The girl in front of me grins jokingly, and I force out out a laugh. “Uh, right. Well, you know, I’m vegan.”
The smile slips off of her face. Her eyes drift away from mine as she takes a long sip of wine out of her fourth glass of the night. I really better call her a cab.
Later, after shutting the door on her ride home, I take a breath of relief. I’m feeling a little tipsy myself, since I had to drink two mojitos just to put up with her, but instead of ordering a car I start on down the street. It’s snowing lightly for the first time this winter. The weather provides the equivalent of an ice pack to my temples when I press my cold knuckles to my forehead.

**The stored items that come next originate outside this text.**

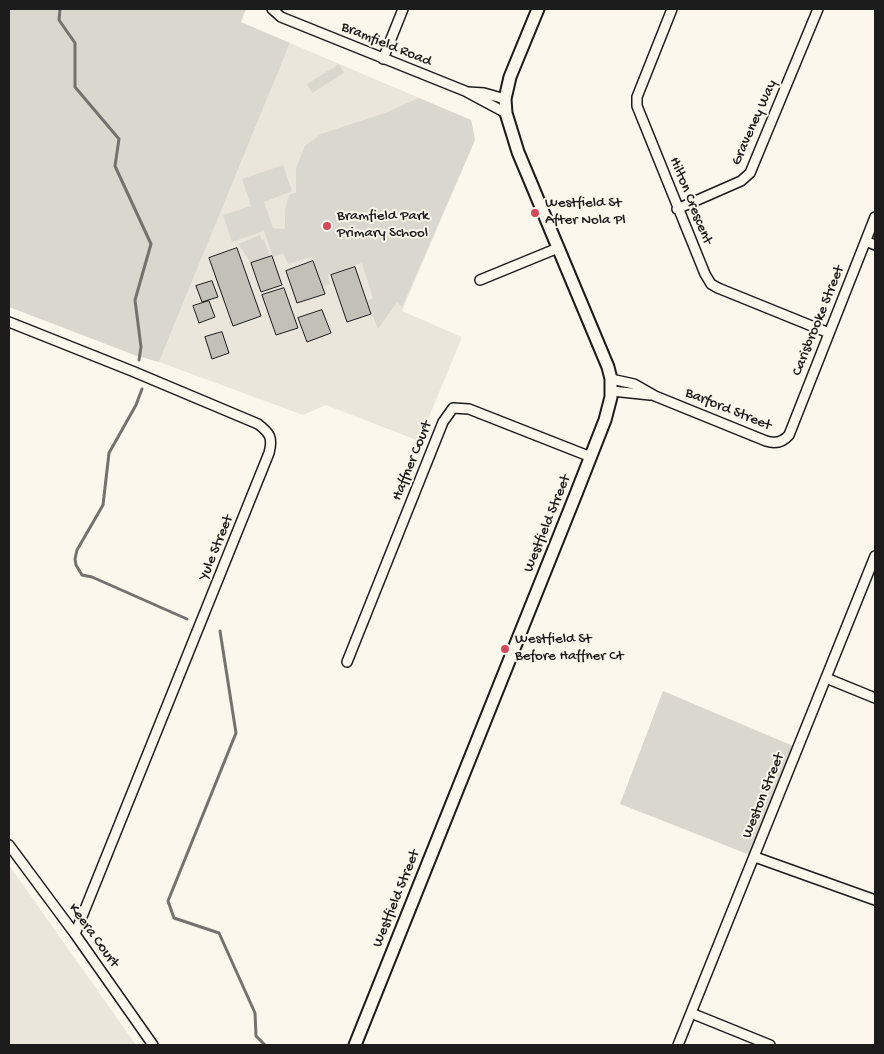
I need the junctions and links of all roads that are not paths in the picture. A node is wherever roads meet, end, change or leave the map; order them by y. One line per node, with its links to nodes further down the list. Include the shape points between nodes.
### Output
1 (272, 9): 6 (street, Bramfield Road, via 281,17)
2 (403, 9): 6 (street)
3 (538, 9): 8 (main road, Westfield Street, via 510,76)
4 (672, 9): 10 (street, Hilton Crescent, via 636,103)
5 (818, 9): 10 (street, Graveney Way, via 750,173 741,181)
6 (383, 59): 7 (street, Bramfield Road)
7 (465, 92): 8 (street, Bramfield Road); 9 (street, Bramfield Road)
8 (506, 99): 9 (main road, Westfield Street)
9 (506, 113): 14 (main road, Westfield Street, via 518,152)
10 (677, 209): 17 (street, Hilton Crescent, via 705,274 714,286)
11 (875, 217): 12 (street, Carisbrooke Street)
12 (866, 241): 13 (street); 17 (street, Carisbrooke Street)
13 (875, 245)
14 (558, 248): 15 (street); 18 (main road, Westfield Street)
15 (480, 280)
16 (9, 322): 30 (street, Yule Street, via 258,424 268,432 272,443)
17 (829, 332): 21 (street, Carisbrooke Street)
18 (611, 379): 19 (main road, Westfield Street); 20 (street, Barford Street, via 634,384)
19 (612, 391): 20 (street, Barford Street); 22 (main road, Westfield Street)
20 (656, 396): 21 (street, Barford Street, via 766,441 779,442)
21 (789, 435)
22 (591, 457): 24 (street, Haffner Court, via 469,409 453,408 443,422); 33 (main road, Westfield Street)
23 (875, 556): 25 (street, Weston Street)
24 (347, 662)
25 (826, 678): 26 (street); 28 (street, Weston Street)
26 (875, 698)
27 (9, 845): 30 (street, Keera Court)
28 (755, 857): 29 (street); 31 (street, Weston Street)
29 (875, 900)
30 (75, 934): 32 (street, Keera Court)
31 (691, 1013): 34 (street, Weston Street); 35 (street)
32 (153, 1045)
33 (355, 1045)
34 (678, 1045)
35 (770, 1045)

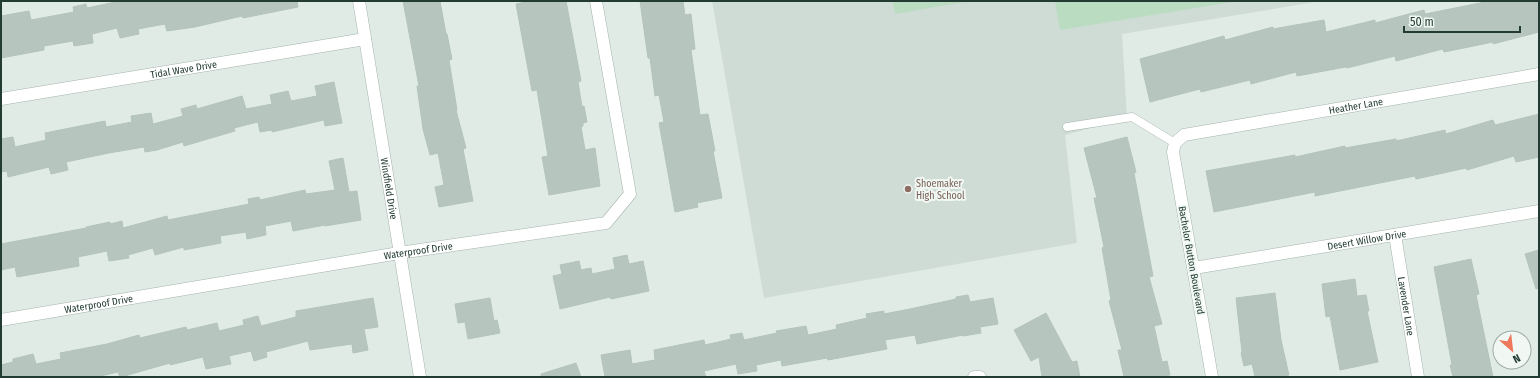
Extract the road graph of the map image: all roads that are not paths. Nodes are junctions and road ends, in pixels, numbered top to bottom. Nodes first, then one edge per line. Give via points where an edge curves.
1 (358, 1) edge
2 (596, 1) edge
3 (365, 39) junction
4 (1539, 74) edge
5 (1, 99) edge
6 (1067, 127) dead end
7 (1175, 143) junction
8 (1539, 211) edge
9 (1395, 236) junction
10 (399, 253) junction
11 (1194, 268) junction
12 (1, 320) edge
13 (420, 377) edge
14 (974, 377) edge
15 (980, 377) edge
16 (1212, 377) edge
17 (1418, 377) edge

1 - 3 street, Windfield Drive
2 - 10 street, Waterproof Drive via 630,194 606,223
3 - 5 street, Tidal Wave Drive
3 - 10 street, Windfield Drive
4 - 7 street, Heather Lane via 1184,135
6 - 7 lane via 1132,117
7 - 11 street, Bachelor Button Boulevard via 1173,152
8 - 9 street, Desert Willow Drive
9 - 11 street, Desert Willow Drive
9 - 17 street, Lavender Lane
10 - 12 street, Waterproof Drive
10 - 13 street, Windfield Drive
11 - 16 street, Bachelor Button Boulevard
14 - 15 street

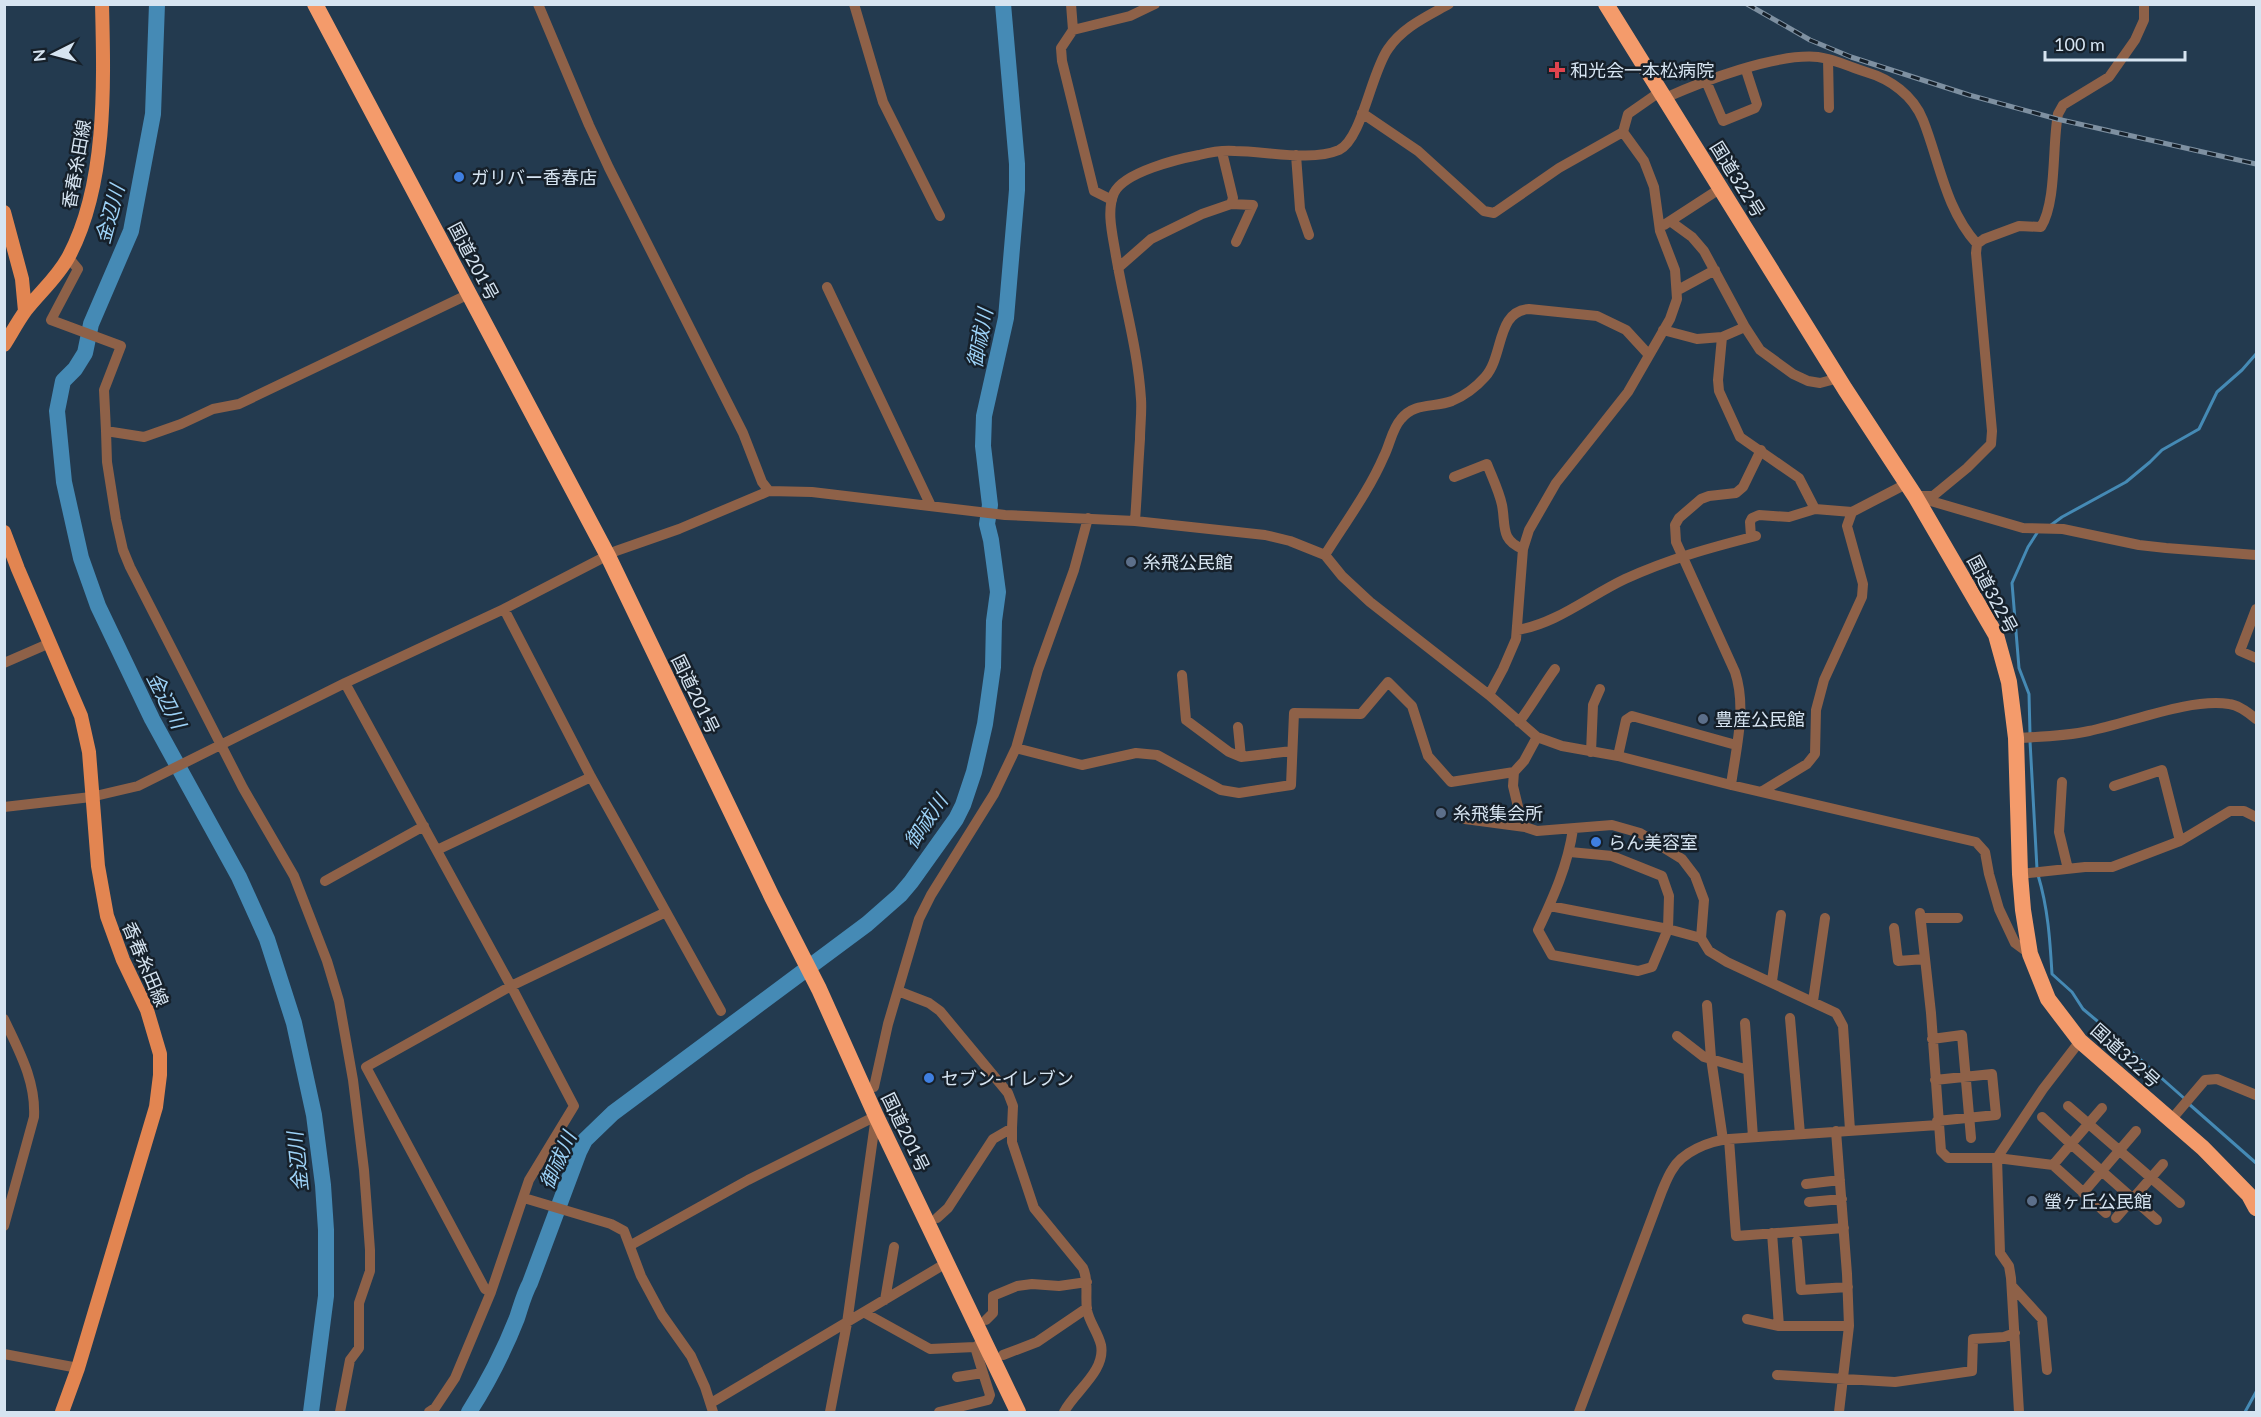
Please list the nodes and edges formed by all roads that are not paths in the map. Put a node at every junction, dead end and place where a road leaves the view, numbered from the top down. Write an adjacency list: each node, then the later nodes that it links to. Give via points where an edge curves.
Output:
1 (102, 4): 31 (main road, 香春糸田線, via 103,114 84,221)
2 (315, 4): 36 (highway, 国道201号)
3 (328, 4): 56 (highway, 国道201号)
4 (538, 4): 48 (street, via 599,147)
5 (854, 4): 24 (street, via 883,102)
6 (1071, 4): 11 (street)
7 (1155, 4): 11 (street, via 1130,16)
8 (1449, 4): 17 (street, via 1413,24 1396,39 1380,62)
9 (1606, 4): 15 (highway, 国道322号)
10 (2144, 4): 30 (street, via 2144,20 2135,40 2109,77 2063,105 2058,114 2050,197 2041,227 2019,226)
11 (1073, 30): 22 (street, via 1061,48 1062,61 1094,191)
12 (1828, 59): 13 (street, via 1794,57); 16 (street); 30 (street, via 1891,82 1912,103 1922,118 1952,207)
13 (1746, 70): 14 (street); 14 (street, via 1757,104 1723,122)
14 (1706, 81): 15 (street)
15 (1663, 95): 18 (street, via 1628,114); 21 (highway, 国道322号)
16 (1829, 108)
17 (1362, 113): 18 (street, via 1418,151 1489,213 1498,212 1559,168); 20 (street, via 1352,139 1341,149)
18 (1623, 132): 27 (street, via 1648,170)
19 (1222, 152): 20 (street); 22 (street, via 1135,175 1118,187); 23 (street)
20 (1296, 155): 28 (street, via 1300,209)
21 (1720, 188): 26 (street); 43 (highway, 国道322号)
22 (1112, 200): 32 (street)
23 (1231, 204): 29 (street, via 1253,205); 32 (street, via 1151,239)
24 (940, 216)
25 (5, 217): 37 (main road, via 22,279)
26 (1670, 221): 27 (street); 33 (street, via 1692,237)
27 (1659, 228): 35 (street)
28 (1309, 235)
29 (1236, 242)
30 (1977, 244): 47 (street, via 1991,444 1933,496)
31 (68, 257): 37 (main road, 香春糸田線, via 50,285); 44 (street, via 78,269 51,320 121,346 104,390)
32 (1118, 268): 53 (street, via 1142,401)
33 (1715, 270): 35 (street); 38 (street)
34 (827, 287): 49 (street)
35 (1678, 290): 39 (street)
36 (469, 294): 44 (street, via 239,404 213,409 144,437); 56 (highway, 国道201号)
37 (25, 311): 41 (main road, 香春糸田線)
38 (1744, 327): 40 (street); 43 (street, via 1760,350 1793,374 1820,383)
39 (1663, 330): 40 (street, via 1698,339); 42 (street)
40 (1722, 337): 45 (street, via 1719,391 1740,437)
41 (4, 345)
42 (1648, 355): 55 (street, via 1628,392 1556,483); 57 (street, via 1626,330 1597,316 1519,309 1509,317 1496,361 1479,383 1452,401 1421,406 1401,418 1372,478)
43 (1839, 378): 47 (highway, 国道322号)
44 (106, 431): 76 (street, via 107,462 123,550)
45 (1761, 450): 50 (street, via 1799,478); 58 (street, via 1743,487 1736,493 1701,499 1679,518 1675,532)
46 (1454, 477): 55 (street, via 1487,464 1502,505 1504,529 1512,544)
47 (1910, 490): 51 (street); 59 (street, via 2023,528 2054,529 2139,545); 75 (highway, 国道322号, via 1996,635)
48 (769, 492): 49 (street, via 812,492); 56 (street)
49 (932, 507): 52 (street, via 1005,516)
50 (1815, 508): 51 (street); 58 (street, via 1789,518 1759,515 1750,522 1753,536)
51 (1852, 512): 88 (street, via 1847,526 1863,584 1862,597 1824,680 1816,710 1815,754 1807,764)
52 (1088, 518): 53 (street); 78 (street)
53 (1135, 521): 57 (street, via 1265,535)
54 (5, 534): 63 (main road, 香春糸田線)
55 (1523, 549): 62 (street)
56 (612, 554): 60 (street); 114 (highway, 国道201号)
57 (1325, 555): 70 (street, via 1370,602)
58 (1681, 555): 62 (street, via 1623,580 1536,627); 77 (street, via 1740,688)
59 (2256, 555)
60 (504, 609): 68 (street); 84 (street)
61 (2256, 609): 64 (street, via 2240,651)
62 (1518, 630): 70 (street, via 1512,651)
63 (50, 643): 65 (street); 89 (main road, 香春糸田線, via 81,716 89,752)
64 (2256, 658)
65 (4, 663)
66 (1555, 669): 72 (street)
67 (1182, 675): 82 (street, via 1186,720)
68 (345, 683): 76 (street); 93 (street)
69 (1600, 689): 80 (street, via 1593,705)
70 (1489, 695): 72 (street)
71 (2256, 719): 75 (street, via 2231,704 2213,703 2088,732)
72 (1519, 722): 74 (street)
73 (1238, 727): 82 (street)
74 (1537, 737): 80 (street); 83 (street)
75 (2022, 738): 100 (highway, 国道322号)
76 (219, 745): 89 (street, via 138,786); 196 (street, via 294,876 339,1001 364,1170 370,1271 359,1303 359,1348 350,1360)
77 (1736, 745): 81 (street, via 1632,716 1626,720); 86 (street)
78 (1016, 748): 79 (street, via 1082,765 1136,753 1156,756 1221,790 1239,793 1291,785); 115 (street, via 994,794 919,919)
79 (1292, 751): 82 (street); 83 (street, via 1294,713 1361,714 1388,682 1412,706 1428,756 1451,782)
80 (1591, 752): 81 (street)
81 (1618, 756): 86 (street)
82 (1241, 757)
83 (1514, 772): 94 (street, via 1513,786)
84 (591, 777): 97 (street); 103 (street)
85 (2062, 782): 99 (street, via 2059,832)
86 (1731, 785): 88 (street)
87 (2114, 786): 96 (street, via 2162,770)
88 (1761, 792): 110 (street, via 1976,842 1985,852 1999,909 2015,943)
89 (92, 797): 90 (street); 188 (main road, 香春糸田線, via 107,916 157,1037 160,1075 156,1107)
90 (4, 807)
91 (2256, 818): 96 (street, via 2244,811 2230,811)
92 (1465, 819): 94 (street)
93 (423, 826): 97 (street); 101 (street)
94 (1525, 827): 95 (street, via 1538,831)
95 (1573, 830): 98 (street); 109 (street, via 1612,825 1640,833 1682,859 1695,876 1704,900)
96 (2180, 841): 99 (street, via 2112,867)
97 (437, 850): 113 (street)
98 (1570, 852): 102 (street); 108 (street, via 1612,856 1662,876 1669,896)
99 (2068, 869): 100 (street)
100 (2031, 872): 110 (highway, 国道322号)
101 (325, 881)
102 (1550, 906): 108 (street); 108 (street, via 1538,930 1552,955 1638,971 1652,967)
103 (666, 912): 113 (street); 118 (street)
104 (1781, 915): 112 (street)
105 (1825, 918): 116 (street)
106 (1958, 918): 111 (street, via 1921,915)
107 (1894, 928): 111 (street, via 1898,961)
108 (1668, 929): 109 (street)
109 (1701, 938): 112 (street, via 1709,951 1726,962)
110 (2030, 954): 124 (highway, 国道322号, via 2048,999)
111 (1925, 959): 123 (street)
112 (1772, 981): 116 (street)
113 (511, 986): 157 (street, via 574,1106 529,1180); 175 (street, via 366,1067 485,1289)
114 (823, 986): 129 (highway, 国道201号); 133 (highway, 国道201号)
115 (898, 991): 129 (street); 139 (street, via 929,1002 955,1029 1008,1093 1013,1106)
116 (1813, 1001): 140 (street, via 1836,1013 1843,1026)
117 (1707, 1005): 125 (street)
118 (721, 1011)
119 (1790, 1018): 143 (street)
120 (4, 1019): 165 (street, via 26,1069 35,1103)
121 (1745, 1023): 126 (street)
122 (1677, 1036): 125 (street)
123 (1932, 1039): 127 (street, via 1962,1035); 128 (street)
124 (2080, 1041): 136 (highway, 国道322号); 149 (street)
125 (1711, 1058): 126 (street); 146 (street)
126 (1748, 1070): 144 (street)
127 (1965, 1077): 128 (street); 134 (street); 134 (street, via 1992,1074 1996,1115)
128 (1935, 1080): 137 (street)
129 (874, 1087): 163 (highway, 国道201号)
130 (2256, 1095): 136 (street, via 2217,1079 2205,1080)
131 (2068, 1106): 138 (street)
132 (2102, 1108): 138 (street)
133 (876, 1116): 169 (street, via 748,1180); 171 (highway, 国道201号); 181 (street)
134 (1969, 1118): 137 (street); 145 (street)
135 (2042, 1118): 147 (street)
136 (2171, 1120): 160 (highway, 国道322号)
137 (1937, 1123): 140 (street); 149 (street, via 1941,1151 1948,1158)
138 (2089, 1124): 147 (street); 148 (street)
139 (1012, 1128): 163 (street, via 993,1138 948,1208); 172 (street, via 1012,1142 1034,1208 1083,1268)
140 (1850, 1130): 141 (street)
141 (1836, 1131): 143 (street); 154 (street)
142 (2136, 1131): 148 (street)
143 (1800, 1134): 144 (street)
144 (1753, 1137): 146 (street)
145 (1971, 1138)
146 (1726, 1139): 167 (street, via 1736,1236); 203 (street, via 1690,1153 1672,1168)
147 (2071, 1144): 151 (street); 152 (street)
148 (2119, 1150): 152 (street); 153 (street)
149 (1997, 1158): 151 (street); 173 (street, via 2000,1253 2008,1266)
150 (2163, 1164): 153 (street)
151 (2053, 1165): 156 (street)
152 (2101, 1171): 156 (street); 159 (street)
153 (2151, 1178): 159 (street); 162 (street)
154 (1840, 1180): 155 (street); 158 (street)
155 (1806, 1184)
156 (2083, 1193): 159 (street, via 2111,1216)
157 (524, 1198): 169 (street, via 610,1224 624,1231); 175 (street)
158 (1842, 1199): 161 (street); 166 (street)
159 (2133, 1199): 164 (street)
160 (2255, 1201)
161 (1809, 1202)
162 (2180, 1203)
163 (937, 1218): 180 (highway, 国道201号)
164 (2157, 1220)
165 (4, 1226)
166 (1844, 1228): 167 (street); 174 (street)
167 (1772, 1233): 182 (street)
168 (1797, 1241): 174 (street, via 1801,1290)
169 (631, 1245): 194 (street, via 640,1276 691,1356)
170 (894, 1246): 176 (street)
171 (948, 1262): 176 (street); 185 (highway, 国道201号)
172 (1087, 1282): 177 (street); 180 (street, via 1017,1286 993,1296 993,1313)
173 (2012, 1286): 184 (street); 189 (street, via 2042,1319)
174 (1848, 1287): 183 (street)
175 (491, 1292): 197 (street, via 455,1378)
176 (885, 1300): 178 (street)
177 (1087, 1308): 187 (street, via 1037,1342); 202 (street, via 1102,1356)
178 (865, 1313): 181 (street); 185 (street, via 930,1349)
179 (1748, 1319): 182 (street)
180 (986, 1320): 187 (highway, 国道201号)
181 (847, 1323): 194 (street); 198 (street)
182 (1779, 1326): 183 (street)
183 (1849, 1326): 193 (street)
184 (2015, 1333): 193 (street, via 1973,1339 1972,1371 1895,1382); 205 (street)
185 (980, 1344): 190 (street); 200 (highway, 国道201号)
186 (4, 1354): 188 (street)
187 (1003, 1355): 201 (highway, 国道201号)
188 (78, 1368): 195 (main road, 香春糸田線)
189 (2047, 1370)
190 (983, 1373): 192 (street); 199 (street, via 988,1400)
191 (1777, 1375): 193 (street)
192 (957, 1377)
193 (1844, 1378): 204 (street)
194 (712, 1408)
195 (62, 1413)
196 (340, 1413)
197 (429, 1413)
198 (830, 1413)
199 (939, 1413)
200 (1018, 1413)
201 (1030, 1413)
202 (1064, 1413)
203 (1579, 1413)
204 (1839, 1413)
205 (2019, 1413)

Happily, I hum to myself as I head for my apartment. I stop for a moment to take a picture of the snow when I feel a hard shove on my back, sending me to the ground. As I fall, I hear a chorus of gasps behind me, and I scramble right to my feet as soon as I can. Glancing at my offender, I see a group of college-aged kids, a few of them with their arms linked. One of them shakes off the other two and holds their hands out to me.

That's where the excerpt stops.